Adler’s Individual Psychology: Compensation
Compensation: effort to overcome real or imagined inferiority through self-improvement.
- Inferiority complex: exaggerated feelings of inferiority resulting from parental pampering or neglect.
- Overcompensation: attempts to hide feelings of inferiority from self and others.
- Attain power, status, and material goods.
- Flaunt achievements.
Adler’s Individual Psychology: Birth Order
First to suggest birth order affected personality:
- Firstborns & later-borns live in different environments.
Criticisms and contributions to psychodynamic perspectives
Criticism:
- Poor testability: too vague and subjective to test empirically.

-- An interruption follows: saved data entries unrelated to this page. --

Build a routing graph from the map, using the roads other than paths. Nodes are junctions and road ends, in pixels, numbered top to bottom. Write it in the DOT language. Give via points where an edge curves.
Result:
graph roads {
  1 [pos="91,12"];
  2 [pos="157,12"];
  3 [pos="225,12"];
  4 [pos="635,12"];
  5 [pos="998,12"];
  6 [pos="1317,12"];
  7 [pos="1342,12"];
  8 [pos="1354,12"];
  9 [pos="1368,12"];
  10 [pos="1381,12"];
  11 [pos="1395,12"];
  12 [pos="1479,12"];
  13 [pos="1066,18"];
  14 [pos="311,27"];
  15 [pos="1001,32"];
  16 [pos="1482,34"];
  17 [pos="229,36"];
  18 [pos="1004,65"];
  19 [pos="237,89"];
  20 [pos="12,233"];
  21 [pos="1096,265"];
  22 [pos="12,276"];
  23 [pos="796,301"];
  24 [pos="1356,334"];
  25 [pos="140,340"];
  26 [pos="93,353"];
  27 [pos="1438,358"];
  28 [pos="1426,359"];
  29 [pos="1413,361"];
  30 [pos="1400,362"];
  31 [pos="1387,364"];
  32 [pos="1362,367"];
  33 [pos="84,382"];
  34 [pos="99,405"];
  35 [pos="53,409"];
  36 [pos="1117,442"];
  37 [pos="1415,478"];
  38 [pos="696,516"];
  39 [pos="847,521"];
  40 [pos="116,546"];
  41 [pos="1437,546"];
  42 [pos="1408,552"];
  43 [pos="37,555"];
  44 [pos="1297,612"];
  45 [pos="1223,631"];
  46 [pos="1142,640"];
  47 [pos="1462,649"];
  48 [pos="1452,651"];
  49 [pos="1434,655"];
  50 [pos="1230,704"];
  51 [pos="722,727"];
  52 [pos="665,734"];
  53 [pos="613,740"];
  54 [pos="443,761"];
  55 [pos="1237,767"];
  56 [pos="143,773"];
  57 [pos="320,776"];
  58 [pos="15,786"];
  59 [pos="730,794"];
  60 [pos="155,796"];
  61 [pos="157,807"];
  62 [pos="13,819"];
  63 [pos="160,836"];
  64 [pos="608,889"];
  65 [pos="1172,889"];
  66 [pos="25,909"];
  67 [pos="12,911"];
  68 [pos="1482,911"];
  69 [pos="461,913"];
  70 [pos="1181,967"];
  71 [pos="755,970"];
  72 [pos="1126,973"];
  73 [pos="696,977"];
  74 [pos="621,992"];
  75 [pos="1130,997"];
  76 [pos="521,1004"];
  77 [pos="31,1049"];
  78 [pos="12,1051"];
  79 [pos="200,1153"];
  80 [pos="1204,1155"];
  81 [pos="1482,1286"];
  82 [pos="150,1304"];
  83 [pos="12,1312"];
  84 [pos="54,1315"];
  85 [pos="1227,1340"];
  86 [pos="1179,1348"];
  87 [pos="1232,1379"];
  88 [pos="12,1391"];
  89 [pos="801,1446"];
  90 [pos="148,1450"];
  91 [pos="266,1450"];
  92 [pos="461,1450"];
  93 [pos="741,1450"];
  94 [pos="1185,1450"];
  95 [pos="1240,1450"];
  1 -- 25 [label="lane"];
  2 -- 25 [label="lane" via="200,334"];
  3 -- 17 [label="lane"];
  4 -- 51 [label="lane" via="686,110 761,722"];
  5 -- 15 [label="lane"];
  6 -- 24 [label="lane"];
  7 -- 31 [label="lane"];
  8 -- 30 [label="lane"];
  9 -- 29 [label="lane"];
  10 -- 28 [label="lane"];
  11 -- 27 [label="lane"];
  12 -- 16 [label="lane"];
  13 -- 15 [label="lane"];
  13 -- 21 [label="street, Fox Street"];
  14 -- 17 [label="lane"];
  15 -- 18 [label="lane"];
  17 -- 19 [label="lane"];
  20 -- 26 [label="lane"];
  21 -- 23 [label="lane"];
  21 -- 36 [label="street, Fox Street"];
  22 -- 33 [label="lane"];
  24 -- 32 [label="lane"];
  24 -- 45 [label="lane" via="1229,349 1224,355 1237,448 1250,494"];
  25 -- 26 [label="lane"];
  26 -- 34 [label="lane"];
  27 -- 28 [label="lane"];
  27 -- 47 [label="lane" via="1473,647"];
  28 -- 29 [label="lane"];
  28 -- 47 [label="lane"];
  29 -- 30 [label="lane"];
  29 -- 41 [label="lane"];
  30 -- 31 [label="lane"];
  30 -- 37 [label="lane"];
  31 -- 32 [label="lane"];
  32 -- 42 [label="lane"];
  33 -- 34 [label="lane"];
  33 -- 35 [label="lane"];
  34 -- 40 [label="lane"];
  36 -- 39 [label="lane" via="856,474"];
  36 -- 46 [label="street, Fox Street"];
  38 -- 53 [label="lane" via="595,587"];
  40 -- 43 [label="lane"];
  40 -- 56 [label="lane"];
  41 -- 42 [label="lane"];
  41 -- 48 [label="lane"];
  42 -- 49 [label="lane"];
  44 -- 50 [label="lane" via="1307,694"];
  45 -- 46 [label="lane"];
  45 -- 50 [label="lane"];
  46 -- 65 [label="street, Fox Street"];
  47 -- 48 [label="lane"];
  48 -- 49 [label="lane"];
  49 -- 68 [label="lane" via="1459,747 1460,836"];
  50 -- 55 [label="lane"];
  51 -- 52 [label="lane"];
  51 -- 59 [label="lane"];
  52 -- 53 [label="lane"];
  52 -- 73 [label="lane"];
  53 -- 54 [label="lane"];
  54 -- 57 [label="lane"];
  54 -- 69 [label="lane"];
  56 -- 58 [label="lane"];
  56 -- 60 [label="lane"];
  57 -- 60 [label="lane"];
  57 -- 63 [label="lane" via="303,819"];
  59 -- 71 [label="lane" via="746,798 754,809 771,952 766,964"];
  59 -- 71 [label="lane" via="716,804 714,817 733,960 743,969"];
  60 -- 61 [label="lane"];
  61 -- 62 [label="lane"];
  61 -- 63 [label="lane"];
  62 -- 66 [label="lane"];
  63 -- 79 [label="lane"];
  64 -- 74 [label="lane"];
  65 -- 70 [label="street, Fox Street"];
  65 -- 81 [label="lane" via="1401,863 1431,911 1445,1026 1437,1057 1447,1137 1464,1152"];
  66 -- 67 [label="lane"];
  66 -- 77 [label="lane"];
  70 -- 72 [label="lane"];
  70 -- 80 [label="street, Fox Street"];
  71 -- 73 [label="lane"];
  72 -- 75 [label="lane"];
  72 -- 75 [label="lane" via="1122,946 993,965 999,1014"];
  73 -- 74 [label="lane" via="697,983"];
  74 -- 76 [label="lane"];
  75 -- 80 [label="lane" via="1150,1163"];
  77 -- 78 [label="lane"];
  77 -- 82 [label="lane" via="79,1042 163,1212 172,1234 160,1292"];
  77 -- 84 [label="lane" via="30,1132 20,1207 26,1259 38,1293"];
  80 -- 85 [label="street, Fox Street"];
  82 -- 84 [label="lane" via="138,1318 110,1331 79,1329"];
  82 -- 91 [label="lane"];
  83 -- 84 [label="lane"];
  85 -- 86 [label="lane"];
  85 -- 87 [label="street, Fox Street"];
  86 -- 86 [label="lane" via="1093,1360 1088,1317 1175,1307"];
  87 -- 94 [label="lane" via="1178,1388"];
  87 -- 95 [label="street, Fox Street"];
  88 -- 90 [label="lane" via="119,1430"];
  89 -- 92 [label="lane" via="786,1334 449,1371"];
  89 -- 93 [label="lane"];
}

- Inadequate evidence: based primarily on case studies.
- Retrospective accounts require memory, which is fallible.
- Sexist: tend to be male-oriented.
Important contributions:
- Unconscious influences of personality.
- Internal conflicts contribute to psychological distress.
- Childhood experiences contribute to adult personality.
- Defense mechanisms.
Humanistic Perspective
Response to behaviourist & psychodynamic explanations of behaviour (1950s).
- Critical of Freud for emphasizing primitive animalistic urges.
- Relating too many animal’s basic behaviour to humans
- Don’t believe in free will
Humanism: humans are unique in having free-will and the potential for growth.
- Humans control biological urges.
- Humans are rational and conscious; unconscious has little effect.
- Phenomenological Approach: must understand each individual’s subjective experiences to explain behaviour.